What's It Like to Be on Double Dare?
7 Things I Learned From Competing on Double Dare With Marc Summers
If you ask any '90s kid what their favorite thing was about the "good-old days," they'll likely bring up old-school Nickelodeon in some form or another. From Legends of the Hidden Temple to All That, the kid-focused shows from decades past have a nostalgic quality that simply can't be replicated in today's entertainment world. Perhaps the most enthralling of these programs was Double Dare, a game show played by kids and families that combined trivia and messy physical challenges — you'd be hard-pressed to find a '90s kid who never dreamt about competing on the show.
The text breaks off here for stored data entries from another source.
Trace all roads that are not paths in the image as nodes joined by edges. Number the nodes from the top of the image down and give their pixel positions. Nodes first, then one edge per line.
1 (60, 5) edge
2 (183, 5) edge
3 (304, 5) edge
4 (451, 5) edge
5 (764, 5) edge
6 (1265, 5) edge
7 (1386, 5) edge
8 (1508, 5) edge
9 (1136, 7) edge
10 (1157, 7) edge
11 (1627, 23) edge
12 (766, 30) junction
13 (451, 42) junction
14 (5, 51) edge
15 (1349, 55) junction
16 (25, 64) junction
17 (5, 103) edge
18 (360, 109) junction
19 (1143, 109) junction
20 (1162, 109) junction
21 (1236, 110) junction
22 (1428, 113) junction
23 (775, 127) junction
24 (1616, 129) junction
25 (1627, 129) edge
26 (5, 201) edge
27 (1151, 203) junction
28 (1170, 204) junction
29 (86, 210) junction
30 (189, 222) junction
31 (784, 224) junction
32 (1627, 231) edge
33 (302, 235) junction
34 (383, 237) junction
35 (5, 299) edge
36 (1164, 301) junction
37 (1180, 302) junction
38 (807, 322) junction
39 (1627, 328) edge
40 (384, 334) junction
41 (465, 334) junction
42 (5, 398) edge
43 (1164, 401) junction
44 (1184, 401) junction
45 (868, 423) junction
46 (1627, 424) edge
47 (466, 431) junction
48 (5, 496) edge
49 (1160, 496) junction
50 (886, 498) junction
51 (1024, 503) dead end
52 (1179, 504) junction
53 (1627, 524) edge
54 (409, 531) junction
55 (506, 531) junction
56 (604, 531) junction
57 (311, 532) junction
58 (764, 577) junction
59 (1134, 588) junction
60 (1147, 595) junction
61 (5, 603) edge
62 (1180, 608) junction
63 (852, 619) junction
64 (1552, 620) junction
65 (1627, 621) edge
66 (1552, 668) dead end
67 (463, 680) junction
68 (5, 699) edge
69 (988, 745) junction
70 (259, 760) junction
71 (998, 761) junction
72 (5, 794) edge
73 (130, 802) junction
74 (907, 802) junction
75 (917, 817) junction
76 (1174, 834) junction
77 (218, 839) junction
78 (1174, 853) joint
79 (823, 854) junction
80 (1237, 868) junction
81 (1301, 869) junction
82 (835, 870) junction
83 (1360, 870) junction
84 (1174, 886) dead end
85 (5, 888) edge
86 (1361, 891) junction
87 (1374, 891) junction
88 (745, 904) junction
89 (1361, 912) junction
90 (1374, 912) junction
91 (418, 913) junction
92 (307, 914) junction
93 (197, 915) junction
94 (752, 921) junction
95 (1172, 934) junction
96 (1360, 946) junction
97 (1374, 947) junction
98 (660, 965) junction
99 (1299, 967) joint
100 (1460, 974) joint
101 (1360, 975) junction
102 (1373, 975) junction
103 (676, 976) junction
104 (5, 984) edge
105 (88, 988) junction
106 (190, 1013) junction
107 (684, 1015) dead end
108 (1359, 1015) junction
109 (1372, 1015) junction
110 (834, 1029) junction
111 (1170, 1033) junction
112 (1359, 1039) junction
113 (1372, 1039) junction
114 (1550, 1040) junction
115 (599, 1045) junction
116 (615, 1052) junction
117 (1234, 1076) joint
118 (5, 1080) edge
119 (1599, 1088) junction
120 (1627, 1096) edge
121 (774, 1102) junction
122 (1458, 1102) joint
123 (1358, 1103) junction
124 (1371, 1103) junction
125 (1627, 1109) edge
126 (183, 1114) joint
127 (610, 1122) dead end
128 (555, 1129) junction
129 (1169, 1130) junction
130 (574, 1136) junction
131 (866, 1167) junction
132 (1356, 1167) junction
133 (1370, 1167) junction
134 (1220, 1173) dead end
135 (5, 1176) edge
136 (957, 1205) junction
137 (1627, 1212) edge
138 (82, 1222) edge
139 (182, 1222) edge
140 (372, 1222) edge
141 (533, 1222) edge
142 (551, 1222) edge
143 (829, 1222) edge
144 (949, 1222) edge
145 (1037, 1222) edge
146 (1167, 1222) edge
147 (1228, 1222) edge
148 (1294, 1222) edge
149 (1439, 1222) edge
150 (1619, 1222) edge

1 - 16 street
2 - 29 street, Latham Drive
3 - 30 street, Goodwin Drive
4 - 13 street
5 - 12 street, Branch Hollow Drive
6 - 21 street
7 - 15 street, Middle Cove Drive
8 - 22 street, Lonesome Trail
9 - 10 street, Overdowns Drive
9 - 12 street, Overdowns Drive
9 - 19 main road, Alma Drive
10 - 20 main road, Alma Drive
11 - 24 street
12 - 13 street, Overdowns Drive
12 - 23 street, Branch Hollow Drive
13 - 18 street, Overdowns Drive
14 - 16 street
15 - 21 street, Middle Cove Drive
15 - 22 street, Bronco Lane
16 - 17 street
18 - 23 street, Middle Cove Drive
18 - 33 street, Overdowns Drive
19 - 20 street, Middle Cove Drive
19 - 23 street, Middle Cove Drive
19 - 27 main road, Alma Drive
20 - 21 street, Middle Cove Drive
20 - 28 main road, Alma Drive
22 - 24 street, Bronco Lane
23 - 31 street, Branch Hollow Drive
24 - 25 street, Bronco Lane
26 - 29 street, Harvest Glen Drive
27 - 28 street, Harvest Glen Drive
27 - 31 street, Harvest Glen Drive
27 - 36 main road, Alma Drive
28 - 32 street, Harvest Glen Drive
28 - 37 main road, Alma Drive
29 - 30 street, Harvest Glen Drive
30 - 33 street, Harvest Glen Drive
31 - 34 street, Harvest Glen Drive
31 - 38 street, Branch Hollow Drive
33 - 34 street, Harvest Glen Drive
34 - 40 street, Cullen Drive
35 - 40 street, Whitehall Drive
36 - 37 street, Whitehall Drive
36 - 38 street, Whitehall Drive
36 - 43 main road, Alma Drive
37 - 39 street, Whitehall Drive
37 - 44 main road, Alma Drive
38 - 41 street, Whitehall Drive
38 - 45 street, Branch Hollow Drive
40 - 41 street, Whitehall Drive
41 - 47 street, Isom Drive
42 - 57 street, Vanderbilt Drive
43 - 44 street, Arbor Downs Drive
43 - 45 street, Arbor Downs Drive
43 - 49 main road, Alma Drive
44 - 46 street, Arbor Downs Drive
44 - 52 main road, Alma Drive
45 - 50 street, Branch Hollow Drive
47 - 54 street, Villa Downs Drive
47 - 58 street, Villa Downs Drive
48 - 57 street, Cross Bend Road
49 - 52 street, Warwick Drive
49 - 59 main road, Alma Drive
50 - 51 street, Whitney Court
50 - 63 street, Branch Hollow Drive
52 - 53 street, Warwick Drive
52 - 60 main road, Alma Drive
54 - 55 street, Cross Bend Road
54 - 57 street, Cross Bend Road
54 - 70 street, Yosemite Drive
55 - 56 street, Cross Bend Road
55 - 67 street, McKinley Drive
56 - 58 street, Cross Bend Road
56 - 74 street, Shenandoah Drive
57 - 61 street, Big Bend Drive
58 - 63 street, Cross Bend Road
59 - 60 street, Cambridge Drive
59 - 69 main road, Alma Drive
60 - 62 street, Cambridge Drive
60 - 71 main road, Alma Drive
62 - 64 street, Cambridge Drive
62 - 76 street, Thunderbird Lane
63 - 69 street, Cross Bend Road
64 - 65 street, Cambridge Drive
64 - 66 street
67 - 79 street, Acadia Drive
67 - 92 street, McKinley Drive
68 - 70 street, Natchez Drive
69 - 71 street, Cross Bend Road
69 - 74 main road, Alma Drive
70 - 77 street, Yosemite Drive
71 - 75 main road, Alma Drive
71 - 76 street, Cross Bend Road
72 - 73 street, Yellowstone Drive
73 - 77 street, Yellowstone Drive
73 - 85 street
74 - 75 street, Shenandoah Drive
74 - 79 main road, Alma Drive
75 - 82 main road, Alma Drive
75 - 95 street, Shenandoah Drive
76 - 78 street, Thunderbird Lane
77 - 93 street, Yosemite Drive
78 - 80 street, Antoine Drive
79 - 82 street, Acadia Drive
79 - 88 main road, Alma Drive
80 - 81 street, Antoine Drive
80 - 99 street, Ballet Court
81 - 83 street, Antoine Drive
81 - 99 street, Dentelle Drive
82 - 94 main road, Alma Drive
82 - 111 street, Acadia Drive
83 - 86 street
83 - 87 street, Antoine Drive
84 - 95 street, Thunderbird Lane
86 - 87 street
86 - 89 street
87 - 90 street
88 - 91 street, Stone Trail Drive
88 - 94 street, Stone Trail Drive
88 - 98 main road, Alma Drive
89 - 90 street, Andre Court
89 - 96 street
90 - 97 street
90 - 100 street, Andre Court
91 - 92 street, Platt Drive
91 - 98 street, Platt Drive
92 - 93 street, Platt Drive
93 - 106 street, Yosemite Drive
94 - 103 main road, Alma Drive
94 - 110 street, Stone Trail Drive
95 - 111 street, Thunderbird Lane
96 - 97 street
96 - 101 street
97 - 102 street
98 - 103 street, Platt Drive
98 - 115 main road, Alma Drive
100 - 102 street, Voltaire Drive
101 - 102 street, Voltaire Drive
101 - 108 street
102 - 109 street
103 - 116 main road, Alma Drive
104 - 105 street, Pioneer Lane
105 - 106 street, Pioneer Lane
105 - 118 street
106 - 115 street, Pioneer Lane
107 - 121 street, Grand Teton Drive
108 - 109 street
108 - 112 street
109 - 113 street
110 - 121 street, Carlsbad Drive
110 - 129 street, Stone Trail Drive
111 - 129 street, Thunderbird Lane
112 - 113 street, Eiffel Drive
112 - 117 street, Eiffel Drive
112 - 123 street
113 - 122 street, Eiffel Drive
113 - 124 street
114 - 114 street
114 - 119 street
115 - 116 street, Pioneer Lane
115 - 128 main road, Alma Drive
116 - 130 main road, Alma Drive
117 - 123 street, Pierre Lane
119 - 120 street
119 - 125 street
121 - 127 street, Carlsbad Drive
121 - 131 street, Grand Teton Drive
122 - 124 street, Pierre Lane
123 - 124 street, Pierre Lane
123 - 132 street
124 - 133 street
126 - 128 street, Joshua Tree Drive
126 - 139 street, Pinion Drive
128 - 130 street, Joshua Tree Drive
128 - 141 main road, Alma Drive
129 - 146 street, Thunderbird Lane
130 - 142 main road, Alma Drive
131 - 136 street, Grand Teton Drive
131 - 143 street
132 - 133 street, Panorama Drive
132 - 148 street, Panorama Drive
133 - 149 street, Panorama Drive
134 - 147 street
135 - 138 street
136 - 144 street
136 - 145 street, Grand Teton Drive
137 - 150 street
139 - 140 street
So when I got an email from one of Nickelodeon's PR reps asking if I'd like to participate in a game of Double Dare at Comic-Con, my editor whisper-screamed: "You HAVE to say yes!" And once I found out that the event would be hosted by original '90s host Marc Summers, I agreed with her. So during my second night at Comic-Con, I made my way to a San Diego nightclub (transformed into an cartoonishly orange-and-green game-show venue) in sneakers and leggings, not sure what to expect from my impending foray into the world of '90s Nick throwbacks.
Upon walking in the doors, I was greeted by the sight of All That's original cast — yeah, I'm talking Lori Beth Denberg, Danny Tamberelli, Josh Server, and Kel Mitchell — decked out in red and blue Double Dare paraphernalia and donning the show's signature padded safety equipment. Once I realized that they, too, would be competing on Double Dare, I was hit with a feeling of nostalgic excitement that could only be replicated by the news that Lisa Frank is debuting a clothing line.
While I waited for the All That cast to finish their game (and subsequent Facebook Live stream), I was assigned to my team: the Blue Team, in which I'd be competing alongside Greg Cipes, the voice actor of The Teenage Mutant Ninja Turtles's Michaelangelo and two Nickelodeon employees. After we were given Double Dare t-shirts, puffy pants, helmets, and elbow/knee pads, I looked out at the other players enthusiastically smashing their faces into plates of whipped cream and I knew that this was no joke: I was really going to live my childhood dream of competing on Double Dare.
Not to brag, but our team eventually took home the championship trophy from this '90s throwback extravaganza, and here's what I learned about the show from my experience. Spoiler alert: I got whipped cream everywhere.
Things You Learn While Playing Double Dare:
- You get really comfortable with your teammates. They're going to be touching you, whether it's sticking whipped cream pies to your butt, lifting you over an obstacle, or hugging you in congratulations. Any unease about physical contact is out the window once the game begins!
- It goes by in a flash. The time between putting on the helmet/knee pads and wrapping the show feels like barely an instant — I wish I'd have known to savor the experience more, but it flew by so quickly!
- You can't avoid getting messy. I tried tucking in my t-shirt, putting my hair in a bun, and all sorts of tricks to avoid getting gross; none of them worked. When you're playing a game that involves throwing eggs, slipping down a whipped cream slide, popping condiment-filled balloons with your butt, and so on, there's no way you'll emerge without needing a good shower! (Sorry, Uber driver who had to take me home.)
- Contestants stick flags inside their shirts for a reason. When I used to watch Double Dare, I always wondered why the players would shove orange flags inside their t-shirts while competing . . . but now that I've played, I know that your hands get sticky and the flags are slippery, so transporting them in your shirt is the safest option to avoid any game-risking mishaps.
- Answering questions correctly isn't the priority. Because the game is won during the physical challenge portion, answering the trivia questions is nonessential — in fact, my team skipped our turns on purpose so that we could move on to the obstacle course and win the game! (Blue team forever!)
- The 1-Ton Human Hamster Wheel is no joke. My teammate who opted to run on the Human Hamster Wheel took a tumble and walked away with bloodied arms! The grips on the wheel are made of sandpaper, so she got some pretty gnarly scrapes after that misstep. No wonder you have to sign a waiver.
- It really is that fun. You know how excited and jealous you got while watching kids win VCRs, trips to space camp, and Nickelodeon-themed skateboards on the show? Well, I can vouch for the fact that the show really is that awesome. I walked away with a goodie-stuffed backpack from Nick's new '90s throwback channel, The Splat, and I've never felt prouder to show off an accessory covered in Rugrats and Ah! Real Monsters characters.